So, here’s the thing. For about two years I have had this intense desire to create a platform where women can come and join together to lift other women up and share their stories and experiences. The idea has morphed over the years and will continue to morph. I thought this was a bad thing. I wanted to have everything planned out. I wanted to have an outline, a plan for success. A way in which, if anything happened, there would be a fallback plan. I never really thought of myself as a “planner” but yet here I was trying to put everything in order and make it perfect so there was no room for mistakes. But as I sit back I realize that what I was really doing was trying to make sure that I wasn’t vulnerable to criticism and that I could protect myself from hurt of others thoughts and opinions. I was protecting myself. I was building walls, walls that would protect me, yes, but building walls that also wouldn’t let others in. That wouldn’t allow myself to grow. I was literally putting myself in a box. The thing that’s amazing about this realization is that this is the very thing that I’ve been breaking free from. Slowly, but surely I’m allowing myself to become more me. Less perfection, more creativity. Less expectation, more freestyle. I am allowing myself to really feel things instead of expecting myself to be in a place that I’m just not in, nor will I ever be in the place that I perceive other women to be in. And that’s OK. It’s more than OK, it’s me and dammit, it’s beautiful! It’s POWERFUL! There is only ONE me and I’m the only person that can be me. With all of my faults and all of my beautiful “failures” as I might perceive them to be.
My point is this, that I will NEVER be perfect. I will NEVER have it all together. There will ALWAYS be something that I’m lacking and I’m learning to be OK with that. So here I am, with my heart open and raw. Here I am, offering the stories that I’ve been through and learned from.
As scary as it might be. As terrified as I am. I am excited!
I feel the electricity of being authentically screwed up and not perfect and completely me.

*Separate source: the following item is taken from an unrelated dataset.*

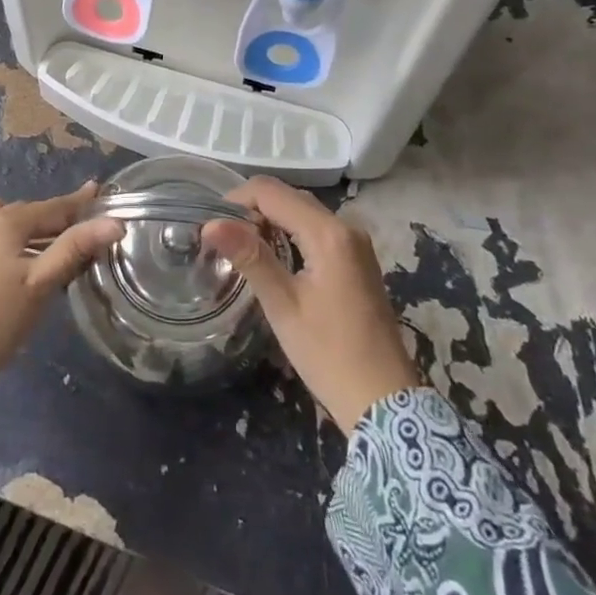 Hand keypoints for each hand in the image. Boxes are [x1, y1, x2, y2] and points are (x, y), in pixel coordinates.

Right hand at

This is my invitation to you, come as you are, with your pain from past experiences. Lay them down along with perfection and be smacked in the face with just how amazing women are to embrace you just as YOU are. How you’re in great company of women who are ready to share their wounds too. Share your heart, dare to be you, dare to allow your wounds to be open so that this community of women can care for those wounds and let you heal. Come as you are. Reclaim your power.